FanDuel CEO Nigel Eccles used to espouse the idea that single-tournament golf contests could run afoul of the Unlawful Internet Gambling Enforcement Act, or UIGEA.
The reason some think fantasy golf resides in a murky area legally is in the UIGEA’s language. While the 2006 law carves out fantasy sports from its definition of gambling, it insists that accumulated player statistics must be derived from “multiple real-world events.”
Parsing the meaning of that phrase — and the rest of the UIGEA — has been at the heart of the DFS industry for the past decade. One golf tournament, one could argue, does not constitute multiple events.
DraftKings — and apparently now FanDuel — would argue that that phrase could cover any number of things: the four rounds of a tournament, or holes played by the golfers. Even golfers’ shots could be “events” under such an argument.
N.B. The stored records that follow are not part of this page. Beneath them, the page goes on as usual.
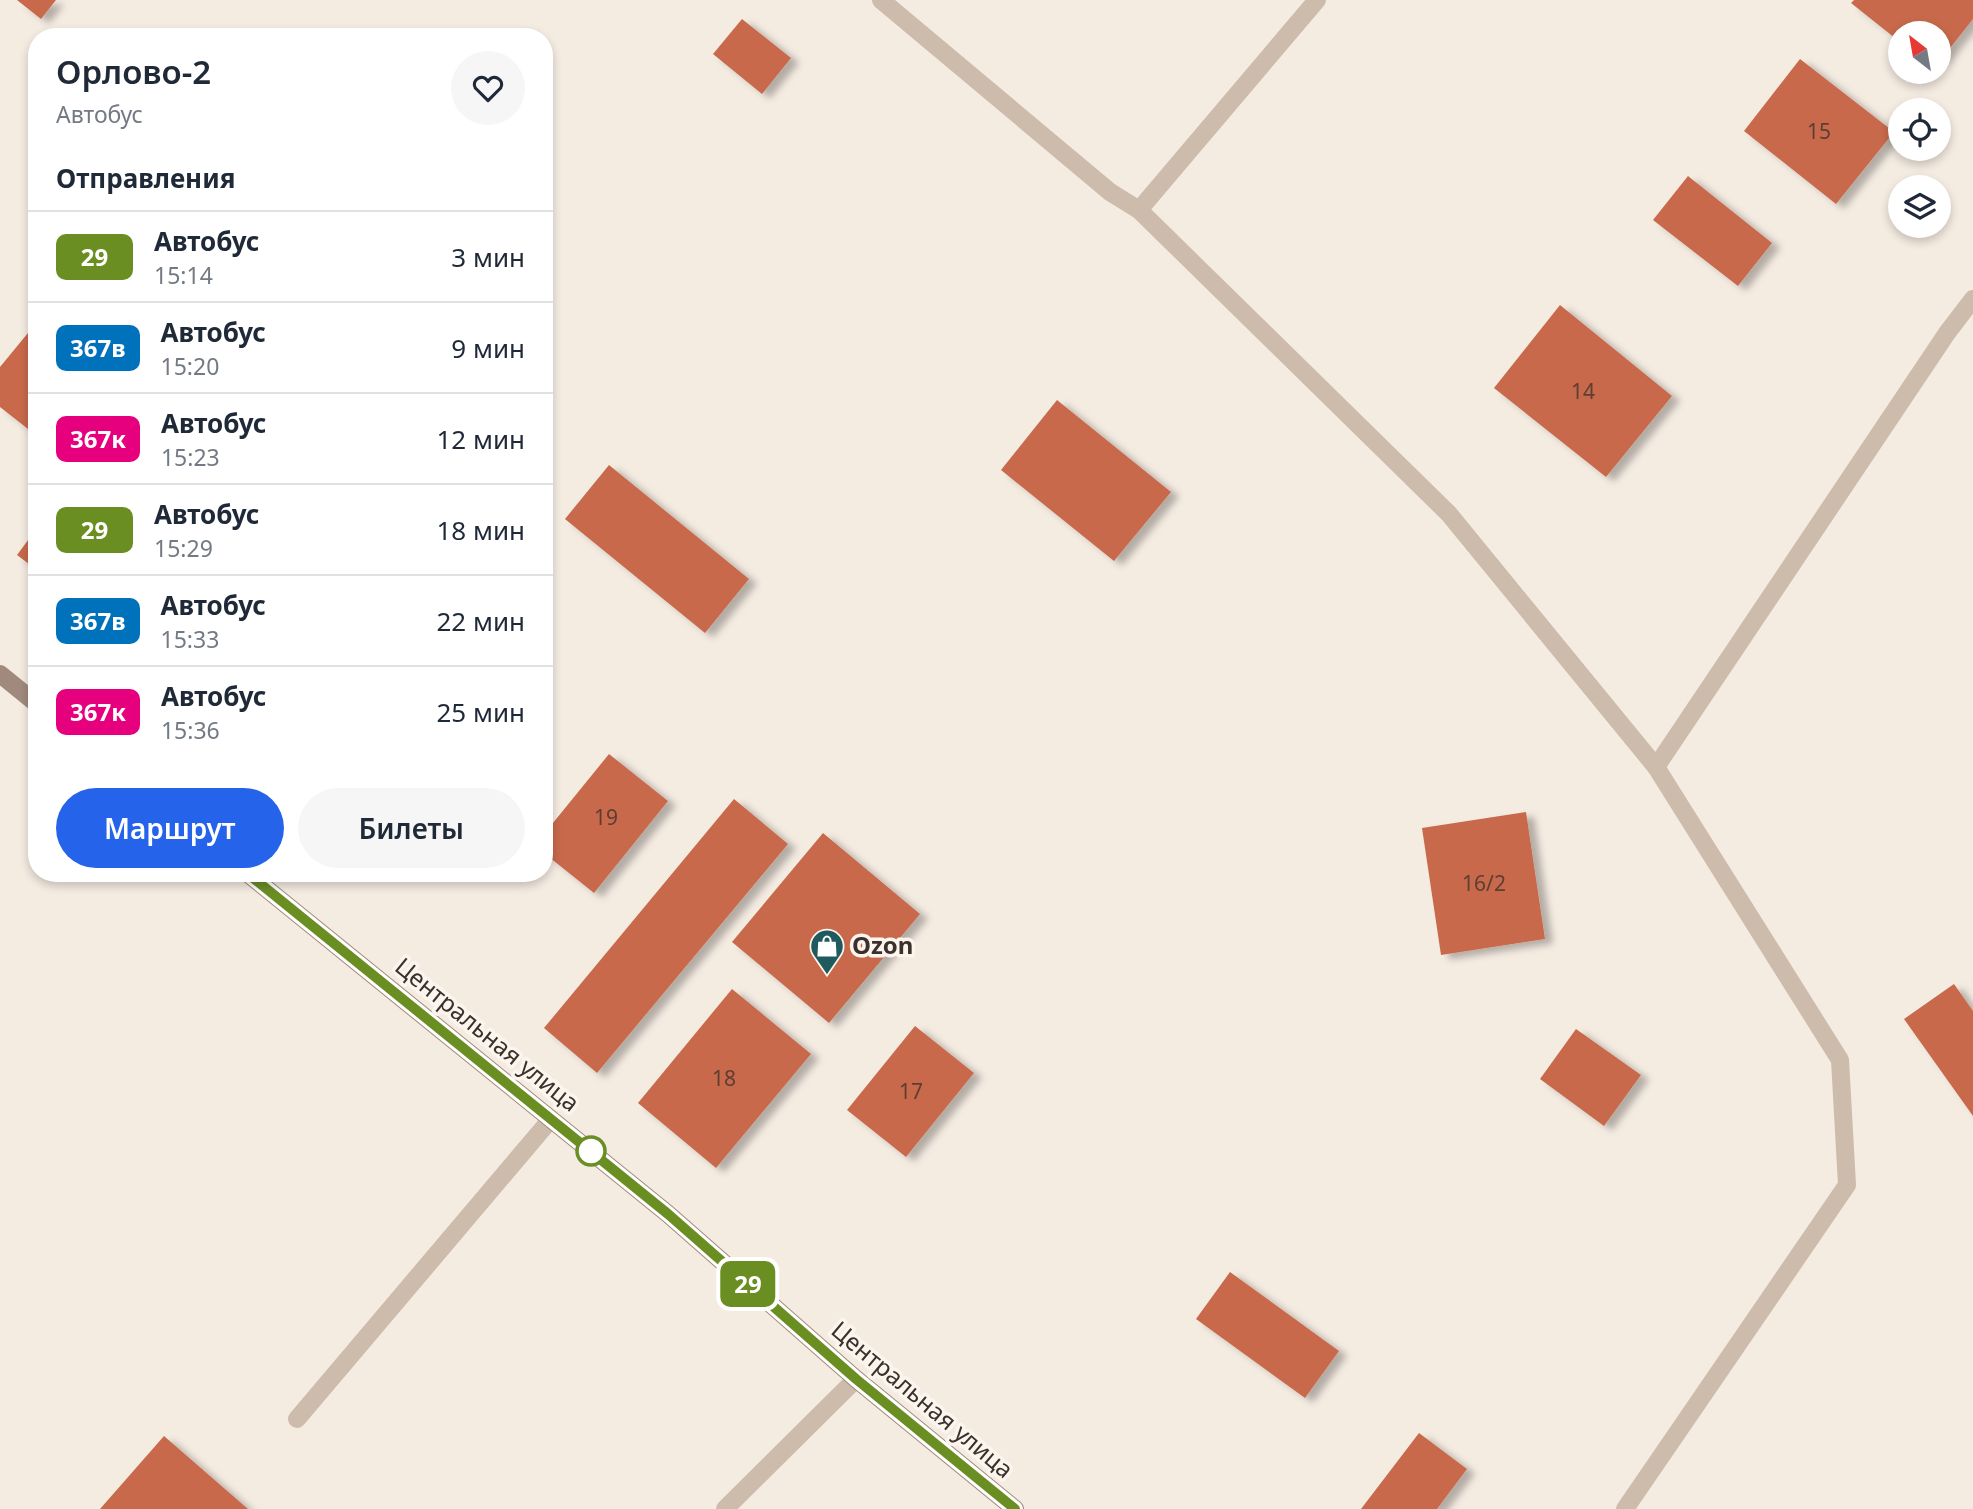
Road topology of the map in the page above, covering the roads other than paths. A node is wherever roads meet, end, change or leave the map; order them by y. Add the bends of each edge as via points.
1 (881, 0) edge
2 (1317, 0) edge
3 (1139, 210) junction
4 (1973, 299) edge
5 (0, 674) edge
6 (28, 697) edge
7 (1656, 767) junction
8 (258, 882) edge
9 (551, 1119) junction
10 (856, 1379) junction
11 (297, 1419) dead end
12 (725, 1509) edge
13 (1015, 1509) edge
14 (1625, 1509) edge

1 - 3 street via 1110,192
2 - 3 street
3 - 7 street via 1449,514
4 - 7 street
5 - 6 main road
7 - 14 street via 1840,1060 1847,1185
8 - 9 main road, Центральная улица
9 - 10 main road, Центральная улица
9 - 11 street
10 - 12 street
10 - 13 main road, Центральная улица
What we do know is that Eccles used to question the legality of DraftKings’ golf product:
“We won’t be introducing fantasy golf. I think it is commercially attractive (it’s probably our next most requested sport) but I’m uncomfortable with the legality of it. Every time I have to make a decision like this I think whether the argument would stand up in court. To me a reasonable person would consider a golf tournament to be a single event, not multiple events.
Therefore it would not fall under the UIGEA safe harbor. That does not automatically make it illegal (it may still be a game of skill under state law) but it does make it more risky.”
Why has FanDuel changed its tune?
Well, for one, there’s really been no legal pushback — at least that’s publicly known — on golf or other similar products being in violation of the UIGEA.
Going even further, the variety of state laws covering DFS that have gone into effect mimic UIGEA language. So if single-tournament golf is fine under the UIGEA, the same would hold true in states that use basically the same language. No state with a DFS law on the books has taken any issue with single-tournament golf to date.
Finally, if all goes according to plan, FanDuel and DraftKings are going to merge in a few months. That merged company is certainly going to offer single-tournament golf like DraftKings has for years. It’s \ a good idea for the two platforms to start looking more similar sooner rather than later.